### What the exercise asks
Say how many lines below have "junction" in them, giving the number alone.

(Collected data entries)
>>>

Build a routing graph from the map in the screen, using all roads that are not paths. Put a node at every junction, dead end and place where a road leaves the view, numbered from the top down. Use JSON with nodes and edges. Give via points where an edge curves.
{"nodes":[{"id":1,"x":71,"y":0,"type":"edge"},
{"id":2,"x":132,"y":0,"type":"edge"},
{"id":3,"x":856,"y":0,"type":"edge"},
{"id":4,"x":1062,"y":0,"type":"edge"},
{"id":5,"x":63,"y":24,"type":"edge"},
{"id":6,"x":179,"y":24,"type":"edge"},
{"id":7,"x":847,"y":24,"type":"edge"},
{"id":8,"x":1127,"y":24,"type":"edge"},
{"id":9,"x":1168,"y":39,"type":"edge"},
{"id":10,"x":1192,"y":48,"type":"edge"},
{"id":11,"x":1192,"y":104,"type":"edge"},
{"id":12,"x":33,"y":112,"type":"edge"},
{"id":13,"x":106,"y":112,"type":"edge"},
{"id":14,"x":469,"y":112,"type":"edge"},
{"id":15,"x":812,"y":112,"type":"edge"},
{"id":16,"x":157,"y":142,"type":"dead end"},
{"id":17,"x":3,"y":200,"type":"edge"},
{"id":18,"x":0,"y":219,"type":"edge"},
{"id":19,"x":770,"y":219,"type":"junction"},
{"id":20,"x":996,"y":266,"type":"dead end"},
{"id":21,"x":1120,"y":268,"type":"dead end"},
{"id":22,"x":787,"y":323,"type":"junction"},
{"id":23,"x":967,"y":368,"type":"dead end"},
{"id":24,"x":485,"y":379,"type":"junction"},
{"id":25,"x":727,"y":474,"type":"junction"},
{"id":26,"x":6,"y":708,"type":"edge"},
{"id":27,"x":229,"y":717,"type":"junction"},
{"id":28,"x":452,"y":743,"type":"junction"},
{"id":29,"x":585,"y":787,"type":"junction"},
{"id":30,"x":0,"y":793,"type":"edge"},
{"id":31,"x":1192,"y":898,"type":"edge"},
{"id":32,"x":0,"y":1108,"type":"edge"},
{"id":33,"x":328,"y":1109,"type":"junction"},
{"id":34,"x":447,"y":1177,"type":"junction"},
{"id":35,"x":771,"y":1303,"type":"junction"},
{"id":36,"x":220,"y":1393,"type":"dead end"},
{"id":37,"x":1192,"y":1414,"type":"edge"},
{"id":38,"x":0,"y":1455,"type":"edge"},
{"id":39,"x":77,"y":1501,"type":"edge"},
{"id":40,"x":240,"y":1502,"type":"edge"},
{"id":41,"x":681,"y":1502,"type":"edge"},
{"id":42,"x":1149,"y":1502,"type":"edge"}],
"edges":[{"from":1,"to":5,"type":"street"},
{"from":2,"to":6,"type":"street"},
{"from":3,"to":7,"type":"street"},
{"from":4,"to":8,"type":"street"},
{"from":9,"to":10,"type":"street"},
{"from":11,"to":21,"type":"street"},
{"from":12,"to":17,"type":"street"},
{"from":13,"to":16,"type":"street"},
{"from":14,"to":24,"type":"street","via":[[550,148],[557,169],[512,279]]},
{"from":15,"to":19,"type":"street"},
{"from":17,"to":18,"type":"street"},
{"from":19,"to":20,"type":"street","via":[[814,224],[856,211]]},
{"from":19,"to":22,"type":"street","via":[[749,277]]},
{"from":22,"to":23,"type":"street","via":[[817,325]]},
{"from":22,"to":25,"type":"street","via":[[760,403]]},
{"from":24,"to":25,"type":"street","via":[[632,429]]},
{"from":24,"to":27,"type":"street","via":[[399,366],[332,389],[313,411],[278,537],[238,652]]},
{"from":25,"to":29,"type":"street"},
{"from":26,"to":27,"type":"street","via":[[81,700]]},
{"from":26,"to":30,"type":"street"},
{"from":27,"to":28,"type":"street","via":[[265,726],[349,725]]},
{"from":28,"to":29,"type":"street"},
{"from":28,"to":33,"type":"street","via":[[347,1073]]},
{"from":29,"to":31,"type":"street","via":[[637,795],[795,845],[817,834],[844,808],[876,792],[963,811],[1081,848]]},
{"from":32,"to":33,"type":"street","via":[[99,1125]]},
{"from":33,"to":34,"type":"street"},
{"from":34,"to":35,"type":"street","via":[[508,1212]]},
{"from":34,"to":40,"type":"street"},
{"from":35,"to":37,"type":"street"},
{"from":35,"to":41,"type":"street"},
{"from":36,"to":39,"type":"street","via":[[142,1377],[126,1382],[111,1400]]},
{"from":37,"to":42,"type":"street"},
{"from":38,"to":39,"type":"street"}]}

<<<

### Written response
11